Some economists estimate there was at least one weaker quarter in 2004. However, the last time full-year growth failed to reach double digits was in 2002, when it was 9.1 percent.

HEADWINDS

Interpreting the third quarter's statistics is tougher than usual because Beijing pulled out all the stops to reduce pollution during August's Olympics. This led to extensive factory closures as well as transport and visa curbs that hit output.

Industrial production slowed to 11.4 percent in the year to September, the lowest rate since 2002, suggesting that the economy was losing momentum as the quarter went on.

However, the pace of retail sales and fixed-asset investment growth both accelerated last month, beating forecasts and providing reassurance to policy makers counting on domestic demand to take up the slack from falling exports.

China has been accounting for about a quarter of additional global output in recent years, devouring iron ore, oil and other raw materials, and will almost certainly leapfrog Germany this year to become the world's third-largest economy.

But headwinds have been stiffening.

"The weak global economic environment has definitely had a negative effect on China's own economic growth," the statistics bureau's spokesman, Li Xiaochao, told a news conference.

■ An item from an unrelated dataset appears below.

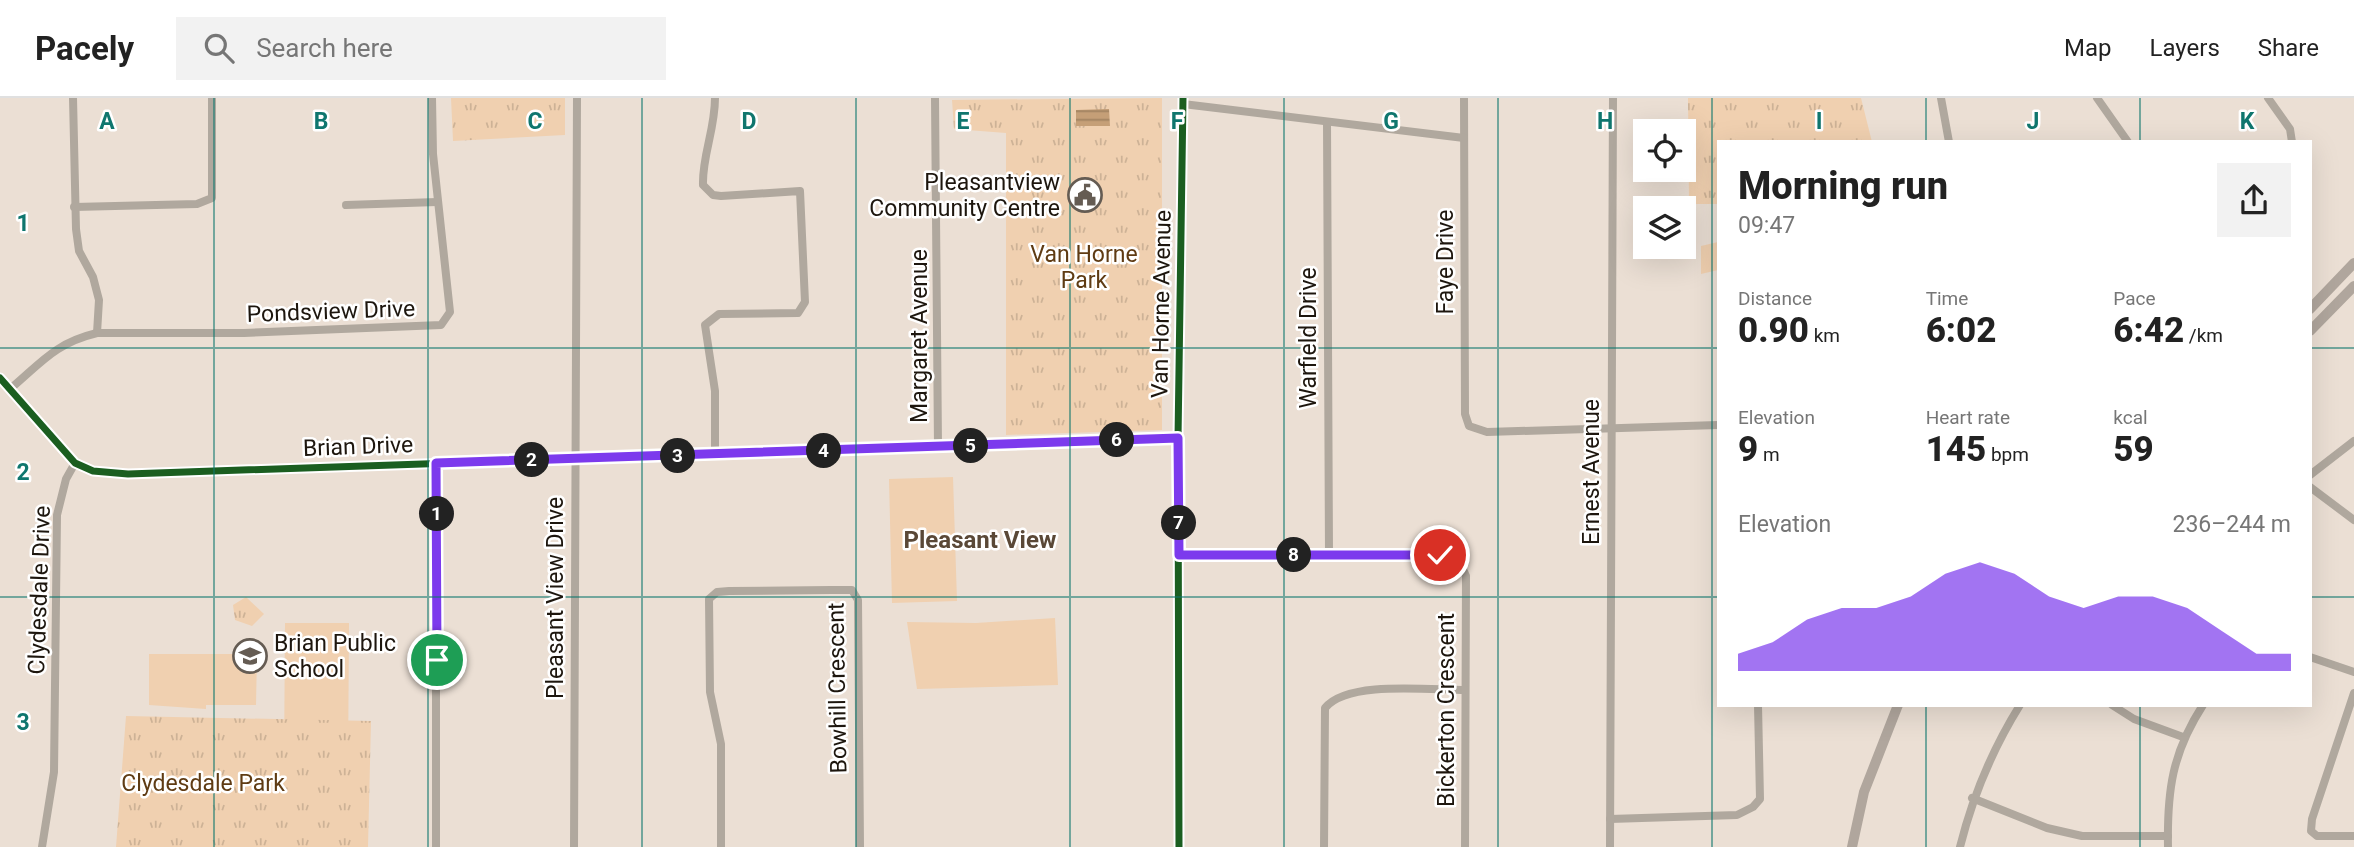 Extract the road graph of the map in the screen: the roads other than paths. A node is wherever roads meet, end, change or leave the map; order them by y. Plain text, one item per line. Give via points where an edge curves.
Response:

The closure last week of a big toy company in southern China that employed 6,500 people dramatised the difficulties facing exporters. Half of the firms in the toy sector that sell overseas have gone out of business this year, according to the customs administration.

In addition, the property market is in a swoon due to tight credit and government curbs aimed at preventing the sort of bubbles that have felled the U.S. and British economies.

Real estate accounts for about a quarter of fixed-asset investment, so the repercussions for the construction, metals and power sectors have been severe. Steel and aluminium firms have slashed output because of slumping prices.

EASIER POLICY ON THE WAY

Officials confirmed over the weekend that the government was preparing measures to pump up growth, including tax cuts and stepped-up investment in infrastructure such as railways. Curbs on the real-estate market are already being eased in some cities.

Economists also expect more monetary easing, building on two cuts in interest rates and banks' required reserves since mid-September, as the threat of inflation recedes.

"We have room for policy manoeuvre, including monetary, fiscal and industrial policy," said Li, the NBS spokesman.

Consumer prices rose 4.6 percent in the year to September, down from 4.9 percent in August and a 12-year peak in February of 8.7 percent.

Factory-gate inflation also fell, to 9.1 percent in the year to September from 10.1 percent in August, as oil and commodity prices retreated: the Reuters-Jefferies CRB index .CRB of global raw material prices fell to a four-year low last week.